==== AVAILABLE DATA ====
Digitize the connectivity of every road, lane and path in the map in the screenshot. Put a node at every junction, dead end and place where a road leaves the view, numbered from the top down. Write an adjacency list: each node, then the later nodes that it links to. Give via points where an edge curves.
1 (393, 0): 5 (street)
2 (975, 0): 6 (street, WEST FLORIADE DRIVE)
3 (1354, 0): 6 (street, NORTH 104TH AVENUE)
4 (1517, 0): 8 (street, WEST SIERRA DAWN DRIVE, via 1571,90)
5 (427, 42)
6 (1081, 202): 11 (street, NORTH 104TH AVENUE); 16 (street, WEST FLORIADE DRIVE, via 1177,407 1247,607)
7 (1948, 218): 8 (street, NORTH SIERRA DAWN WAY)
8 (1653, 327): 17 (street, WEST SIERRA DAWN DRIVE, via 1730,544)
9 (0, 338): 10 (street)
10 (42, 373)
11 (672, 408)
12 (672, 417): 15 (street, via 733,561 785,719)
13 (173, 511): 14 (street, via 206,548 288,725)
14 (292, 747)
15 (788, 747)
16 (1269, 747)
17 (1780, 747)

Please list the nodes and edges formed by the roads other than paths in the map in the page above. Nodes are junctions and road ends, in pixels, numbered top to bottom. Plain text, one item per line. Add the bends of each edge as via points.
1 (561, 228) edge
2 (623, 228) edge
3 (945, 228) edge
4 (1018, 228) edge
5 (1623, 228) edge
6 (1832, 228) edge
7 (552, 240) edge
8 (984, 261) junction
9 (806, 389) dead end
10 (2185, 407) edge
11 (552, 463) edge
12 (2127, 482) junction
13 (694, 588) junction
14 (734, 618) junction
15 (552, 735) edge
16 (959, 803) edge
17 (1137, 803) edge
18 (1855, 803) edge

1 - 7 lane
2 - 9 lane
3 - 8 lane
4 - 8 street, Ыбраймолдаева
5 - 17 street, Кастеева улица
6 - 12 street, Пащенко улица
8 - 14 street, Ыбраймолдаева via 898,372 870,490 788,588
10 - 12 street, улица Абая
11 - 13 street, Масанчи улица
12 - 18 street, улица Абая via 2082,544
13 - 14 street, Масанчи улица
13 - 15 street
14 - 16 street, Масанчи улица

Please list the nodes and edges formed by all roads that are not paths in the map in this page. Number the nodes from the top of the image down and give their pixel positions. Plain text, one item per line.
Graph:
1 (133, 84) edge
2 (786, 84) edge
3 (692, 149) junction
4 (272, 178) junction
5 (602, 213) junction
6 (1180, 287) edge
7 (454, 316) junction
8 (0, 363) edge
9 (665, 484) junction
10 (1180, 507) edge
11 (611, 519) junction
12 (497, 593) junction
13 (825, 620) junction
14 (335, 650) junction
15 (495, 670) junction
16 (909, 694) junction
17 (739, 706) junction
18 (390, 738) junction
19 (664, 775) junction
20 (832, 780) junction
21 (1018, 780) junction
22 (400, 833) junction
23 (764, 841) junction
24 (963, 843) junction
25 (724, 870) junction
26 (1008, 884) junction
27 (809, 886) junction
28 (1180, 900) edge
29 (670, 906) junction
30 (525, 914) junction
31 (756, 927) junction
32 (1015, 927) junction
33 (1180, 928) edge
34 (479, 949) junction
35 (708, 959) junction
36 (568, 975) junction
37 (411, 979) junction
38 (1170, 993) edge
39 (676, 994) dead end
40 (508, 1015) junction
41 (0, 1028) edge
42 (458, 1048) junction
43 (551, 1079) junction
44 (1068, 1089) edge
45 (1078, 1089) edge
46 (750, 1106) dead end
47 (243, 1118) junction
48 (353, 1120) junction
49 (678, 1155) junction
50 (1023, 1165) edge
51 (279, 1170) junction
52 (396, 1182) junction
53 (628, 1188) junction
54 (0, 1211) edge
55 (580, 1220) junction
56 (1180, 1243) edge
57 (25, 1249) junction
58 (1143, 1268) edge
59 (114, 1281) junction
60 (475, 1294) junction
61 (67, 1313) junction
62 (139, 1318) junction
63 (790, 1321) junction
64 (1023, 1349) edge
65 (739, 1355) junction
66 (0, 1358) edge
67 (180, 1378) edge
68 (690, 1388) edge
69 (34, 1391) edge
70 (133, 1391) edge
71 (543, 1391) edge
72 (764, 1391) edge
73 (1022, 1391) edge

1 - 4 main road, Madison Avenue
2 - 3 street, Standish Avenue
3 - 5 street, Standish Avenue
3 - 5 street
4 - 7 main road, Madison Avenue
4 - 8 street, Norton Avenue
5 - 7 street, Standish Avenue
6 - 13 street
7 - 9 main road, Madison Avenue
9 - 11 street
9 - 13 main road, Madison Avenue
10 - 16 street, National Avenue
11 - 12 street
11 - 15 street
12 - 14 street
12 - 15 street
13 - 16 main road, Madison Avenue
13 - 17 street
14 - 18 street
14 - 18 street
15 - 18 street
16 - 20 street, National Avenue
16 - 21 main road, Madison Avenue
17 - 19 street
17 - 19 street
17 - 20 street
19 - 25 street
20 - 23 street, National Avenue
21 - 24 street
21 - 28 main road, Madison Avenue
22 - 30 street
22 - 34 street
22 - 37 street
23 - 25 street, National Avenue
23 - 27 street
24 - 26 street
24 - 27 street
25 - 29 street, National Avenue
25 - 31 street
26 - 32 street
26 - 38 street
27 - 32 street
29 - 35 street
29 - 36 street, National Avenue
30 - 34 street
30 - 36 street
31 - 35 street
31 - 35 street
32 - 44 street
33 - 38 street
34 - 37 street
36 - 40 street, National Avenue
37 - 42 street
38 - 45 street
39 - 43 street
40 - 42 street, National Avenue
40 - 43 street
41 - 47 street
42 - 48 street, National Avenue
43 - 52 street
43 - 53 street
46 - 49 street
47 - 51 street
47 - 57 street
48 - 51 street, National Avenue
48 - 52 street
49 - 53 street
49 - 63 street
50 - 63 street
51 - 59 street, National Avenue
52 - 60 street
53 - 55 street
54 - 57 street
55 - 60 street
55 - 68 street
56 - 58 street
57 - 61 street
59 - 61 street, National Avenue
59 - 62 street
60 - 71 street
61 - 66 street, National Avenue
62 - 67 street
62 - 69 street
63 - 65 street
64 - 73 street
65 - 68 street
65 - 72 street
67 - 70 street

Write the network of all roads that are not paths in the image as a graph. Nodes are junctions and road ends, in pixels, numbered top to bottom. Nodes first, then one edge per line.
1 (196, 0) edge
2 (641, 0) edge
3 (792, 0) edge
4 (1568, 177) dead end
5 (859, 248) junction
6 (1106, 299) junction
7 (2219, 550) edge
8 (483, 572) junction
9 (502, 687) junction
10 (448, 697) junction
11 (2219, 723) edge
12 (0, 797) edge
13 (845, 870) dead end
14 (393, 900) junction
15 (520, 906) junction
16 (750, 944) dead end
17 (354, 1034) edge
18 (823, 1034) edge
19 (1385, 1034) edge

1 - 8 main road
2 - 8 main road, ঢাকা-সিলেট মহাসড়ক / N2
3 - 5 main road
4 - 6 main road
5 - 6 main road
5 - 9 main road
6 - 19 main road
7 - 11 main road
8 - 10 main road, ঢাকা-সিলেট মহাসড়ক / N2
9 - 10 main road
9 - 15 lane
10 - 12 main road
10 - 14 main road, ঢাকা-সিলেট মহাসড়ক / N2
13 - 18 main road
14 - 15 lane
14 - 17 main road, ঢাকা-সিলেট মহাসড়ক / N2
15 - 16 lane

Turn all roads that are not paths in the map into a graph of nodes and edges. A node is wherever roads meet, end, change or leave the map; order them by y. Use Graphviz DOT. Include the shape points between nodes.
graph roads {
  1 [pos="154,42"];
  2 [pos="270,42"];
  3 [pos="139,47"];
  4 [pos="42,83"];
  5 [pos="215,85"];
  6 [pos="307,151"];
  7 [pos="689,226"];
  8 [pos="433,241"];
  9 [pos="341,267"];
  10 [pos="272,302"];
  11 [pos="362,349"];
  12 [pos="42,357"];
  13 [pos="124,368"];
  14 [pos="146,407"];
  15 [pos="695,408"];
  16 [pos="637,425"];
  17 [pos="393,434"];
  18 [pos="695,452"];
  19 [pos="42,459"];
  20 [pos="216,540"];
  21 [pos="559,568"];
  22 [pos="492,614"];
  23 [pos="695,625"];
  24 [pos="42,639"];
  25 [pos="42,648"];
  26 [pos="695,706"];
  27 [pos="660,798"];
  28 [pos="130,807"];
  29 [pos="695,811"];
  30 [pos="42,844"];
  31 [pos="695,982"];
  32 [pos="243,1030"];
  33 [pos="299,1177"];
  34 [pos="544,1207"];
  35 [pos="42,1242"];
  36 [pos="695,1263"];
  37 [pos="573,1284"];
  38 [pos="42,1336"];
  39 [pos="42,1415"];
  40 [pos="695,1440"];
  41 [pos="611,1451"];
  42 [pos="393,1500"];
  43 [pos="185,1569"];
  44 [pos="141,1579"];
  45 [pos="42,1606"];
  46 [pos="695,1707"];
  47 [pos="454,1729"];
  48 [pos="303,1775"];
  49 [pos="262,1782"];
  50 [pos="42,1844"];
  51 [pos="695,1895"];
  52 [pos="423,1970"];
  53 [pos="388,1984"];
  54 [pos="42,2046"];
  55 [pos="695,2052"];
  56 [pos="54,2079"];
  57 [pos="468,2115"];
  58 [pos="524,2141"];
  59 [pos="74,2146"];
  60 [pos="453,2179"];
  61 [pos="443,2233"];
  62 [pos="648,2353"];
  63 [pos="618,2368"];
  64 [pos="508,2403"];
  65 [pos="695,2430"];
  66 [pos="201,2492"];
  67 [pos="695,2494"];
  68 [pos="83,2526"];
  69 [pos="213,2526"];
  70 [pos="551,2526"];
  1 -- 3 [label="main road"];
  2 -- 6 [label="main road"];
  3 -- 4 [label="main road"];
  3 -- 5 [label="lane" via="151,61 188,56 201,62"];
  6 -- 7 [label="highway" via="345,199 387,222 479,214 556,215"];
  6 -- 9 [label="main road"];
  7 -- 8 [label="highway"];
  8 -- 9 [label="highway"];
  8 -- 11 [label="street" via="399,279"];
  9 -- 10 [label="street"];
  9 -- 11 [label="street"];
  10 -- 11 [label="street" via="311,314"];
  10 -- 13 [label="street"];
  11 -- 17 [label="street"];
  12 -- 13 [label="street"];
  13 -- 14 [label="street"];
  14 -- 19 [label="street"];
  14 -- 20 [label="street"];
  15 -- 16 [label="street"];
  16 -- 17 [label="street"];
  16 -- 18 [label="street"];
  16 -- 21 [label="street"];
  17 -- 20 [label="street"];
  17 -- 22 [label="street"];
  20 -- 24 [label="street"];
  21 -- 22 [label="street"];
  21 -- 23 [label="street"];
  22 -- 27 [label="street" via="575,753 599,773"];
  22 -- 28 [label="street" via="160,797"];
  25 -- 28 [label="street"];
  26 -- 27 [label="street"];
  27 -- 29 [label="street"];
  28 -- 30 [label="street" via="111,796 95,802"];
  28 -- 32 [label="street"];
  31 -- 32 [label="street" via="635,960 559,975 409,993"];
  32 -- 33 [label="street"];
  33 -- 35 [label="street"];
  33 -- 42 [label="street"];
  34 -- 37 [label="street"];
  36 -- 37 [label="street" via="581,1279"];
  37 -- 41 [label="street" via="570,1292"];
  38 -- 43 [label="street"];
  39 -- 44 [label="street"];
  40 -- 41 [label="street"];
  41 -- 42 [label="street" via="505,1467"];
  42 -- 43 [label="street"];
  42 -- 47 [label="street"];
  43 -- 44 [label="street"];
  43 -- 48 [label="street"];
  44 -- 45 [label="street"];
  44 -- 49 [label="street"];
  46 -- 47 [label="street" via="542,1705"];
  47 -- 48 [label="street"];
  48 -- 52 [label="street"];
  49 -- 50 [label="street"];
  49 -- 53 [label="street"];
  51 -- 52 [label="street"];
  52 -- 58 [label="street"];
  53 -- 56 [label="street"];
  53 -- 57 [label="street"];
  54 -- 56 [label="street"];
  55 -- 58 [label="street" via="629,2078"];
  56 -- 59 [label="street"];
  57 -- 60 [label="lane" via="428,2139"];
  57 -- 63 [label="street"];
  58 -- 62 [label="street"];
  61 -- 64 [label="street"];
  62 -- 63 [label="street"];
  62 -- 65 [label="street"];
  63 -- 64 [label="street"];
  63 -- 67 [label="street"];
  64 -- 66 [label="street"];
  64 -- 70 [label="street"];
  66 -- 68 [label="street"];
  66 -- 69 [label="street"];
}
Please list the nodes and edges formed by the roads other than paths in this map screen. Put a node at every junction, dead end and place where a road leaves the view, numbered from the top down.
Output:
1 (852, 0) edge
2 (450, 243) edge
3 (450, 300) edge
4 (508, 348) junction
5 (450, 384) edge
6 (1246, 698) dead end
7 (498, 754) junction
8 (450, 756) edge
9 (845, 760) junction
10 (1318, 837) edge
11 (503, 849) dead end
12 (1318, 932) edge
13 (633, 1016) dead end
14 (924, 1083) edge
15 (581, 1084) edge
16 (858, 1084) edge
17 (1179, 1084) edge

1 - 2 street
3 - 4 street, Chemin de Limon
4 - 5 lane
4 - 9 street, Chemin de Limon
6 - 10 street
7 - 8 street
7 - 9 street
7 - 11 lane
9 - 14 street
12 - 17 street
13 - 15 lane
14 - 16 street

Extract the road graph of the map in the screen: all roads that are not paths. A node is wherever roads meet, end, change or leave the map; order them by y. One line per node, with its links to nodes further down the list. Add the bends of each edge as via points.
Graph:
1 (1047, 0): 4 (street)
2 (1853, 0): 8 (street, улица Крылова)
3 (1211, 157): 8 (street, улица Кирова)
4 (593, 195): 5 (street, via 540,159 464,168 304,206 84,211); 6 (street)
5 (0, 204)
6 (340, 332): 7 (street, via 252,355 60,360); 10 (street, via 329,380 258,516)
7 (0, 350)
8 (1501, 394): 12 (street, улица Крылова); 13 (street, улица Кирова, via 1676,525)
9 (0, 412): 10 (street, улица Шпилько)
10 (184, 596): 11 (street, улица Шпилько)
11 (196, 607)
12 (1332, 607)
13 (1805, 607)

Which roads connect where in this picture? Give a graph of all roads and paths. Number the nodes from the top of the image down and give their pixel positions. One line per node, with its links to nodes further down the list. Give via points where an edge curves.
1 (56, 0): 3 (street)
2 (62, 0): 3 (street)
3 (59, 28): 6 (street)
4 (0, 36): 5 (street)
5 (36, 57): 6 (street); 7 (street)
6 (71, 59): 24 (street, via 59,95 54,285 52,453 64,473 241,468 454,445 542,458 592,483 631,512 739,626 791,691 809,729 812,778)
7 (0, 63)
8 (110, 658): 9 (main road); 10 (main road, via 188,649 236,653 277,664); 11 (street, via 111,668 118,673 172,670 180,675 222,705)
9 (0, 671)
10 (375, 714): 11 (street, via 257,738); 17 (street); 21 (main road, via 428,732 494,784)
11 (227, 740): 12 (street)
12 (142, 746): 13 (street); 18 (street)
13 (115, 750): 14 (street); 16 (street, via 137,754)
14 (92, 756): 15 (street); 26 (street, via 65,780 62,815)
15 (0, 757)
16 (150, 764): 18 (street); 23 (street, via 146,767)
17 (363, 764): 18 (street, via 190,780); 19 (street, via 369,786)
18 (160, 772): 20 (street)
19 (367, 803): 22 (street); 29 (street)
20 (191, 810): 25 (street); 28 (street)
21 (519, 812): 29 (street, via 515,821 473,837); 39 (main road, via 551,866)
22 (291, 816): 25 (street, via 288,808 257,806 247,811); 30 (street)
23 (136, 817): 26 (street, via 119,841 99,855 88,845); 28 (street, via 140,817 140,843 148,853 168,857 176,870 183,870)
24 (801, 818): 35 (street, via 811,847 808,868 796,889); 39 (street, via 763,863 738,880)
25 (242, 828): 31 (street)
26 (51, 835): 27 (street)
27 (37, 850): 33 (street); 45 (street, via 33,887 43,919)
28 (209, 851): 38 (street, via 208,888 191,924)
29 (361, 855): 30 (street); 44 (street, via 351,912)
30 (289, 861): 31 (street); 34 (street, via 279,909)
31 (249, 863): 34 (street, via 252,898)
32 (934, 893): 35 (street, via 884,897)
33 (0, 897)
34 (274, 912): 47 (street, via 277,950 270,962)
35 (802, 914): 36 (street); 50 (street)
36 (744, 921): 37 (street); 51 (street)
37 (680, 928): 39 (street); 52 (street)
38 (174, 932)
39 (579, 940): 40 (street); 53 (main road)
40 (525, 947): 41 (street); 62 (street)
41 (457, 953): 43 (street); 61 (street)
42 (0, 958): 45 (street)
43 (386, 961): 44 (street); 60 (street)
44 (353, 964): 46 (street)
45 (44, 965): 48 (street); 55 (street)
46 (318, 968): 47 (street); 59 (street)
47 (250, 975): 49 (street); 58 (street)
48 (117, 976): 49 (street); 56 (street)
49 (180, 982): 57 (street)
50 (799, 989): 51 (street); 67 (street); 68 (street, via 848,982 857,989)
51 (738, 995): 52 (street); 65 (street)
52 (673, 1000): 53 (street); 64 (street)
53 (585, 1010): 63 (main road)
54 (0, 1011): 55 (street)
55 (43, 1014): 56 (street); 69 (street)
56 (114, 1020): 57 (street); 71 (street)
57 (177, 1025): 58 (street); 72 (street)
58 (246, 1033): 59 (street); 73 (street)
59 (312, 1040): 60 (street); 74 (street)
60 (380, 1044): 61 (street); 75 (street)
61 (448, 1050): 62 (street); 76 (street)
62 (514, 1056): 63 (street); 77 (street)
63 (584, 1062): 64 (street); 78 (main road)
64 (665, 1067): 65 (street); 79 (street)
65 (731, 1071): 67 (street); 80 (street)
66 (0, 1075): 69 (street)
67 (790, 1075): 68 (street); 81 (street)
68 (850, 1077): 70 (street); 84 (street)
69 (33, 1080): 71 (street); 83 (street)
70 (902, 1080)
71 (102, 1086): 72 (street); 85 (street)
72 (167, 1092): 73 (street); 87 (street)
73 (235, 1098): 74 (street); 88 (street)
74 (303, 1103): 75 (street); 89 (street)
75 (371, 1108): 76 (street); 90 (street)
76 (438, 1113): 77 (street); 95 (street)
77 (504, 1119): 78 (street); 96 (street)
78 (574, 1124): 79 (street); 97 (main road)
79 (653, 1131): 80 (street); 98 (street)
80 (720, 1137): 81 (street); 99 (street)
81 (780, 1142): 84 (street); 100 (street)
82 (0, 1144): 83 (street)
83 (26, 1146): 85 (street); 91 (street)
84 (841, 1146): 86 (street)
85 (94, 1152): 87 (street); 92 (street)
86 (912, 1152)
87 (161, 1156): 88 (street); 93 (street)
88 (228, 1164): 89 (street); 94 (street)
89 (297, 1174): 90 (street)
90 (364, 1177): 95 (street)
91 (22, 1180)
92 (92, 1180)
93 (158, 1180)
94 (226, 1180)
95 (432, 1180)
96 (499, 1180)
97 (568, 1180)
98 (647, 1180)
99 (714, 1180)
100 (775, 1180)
====
**EXERCISE OBJECTIVE:** Within the entries above, find the string "place" and return each line that holds it.

**TASK RESULT:**
Digitize the connectivity of every road, lane and path in the map in the screenshot. Put a node at every junction, dead end and place where a road leaves the view, numbered from the top down. Write an adjacency list: each node, then the later nodes that it links to. Give via points where an edge curves.
Please list the nodes and edges formed by the roads other than paths in this map screen. Put a node at every junction, dead end and place where a road leaves the view, numbered from the top down.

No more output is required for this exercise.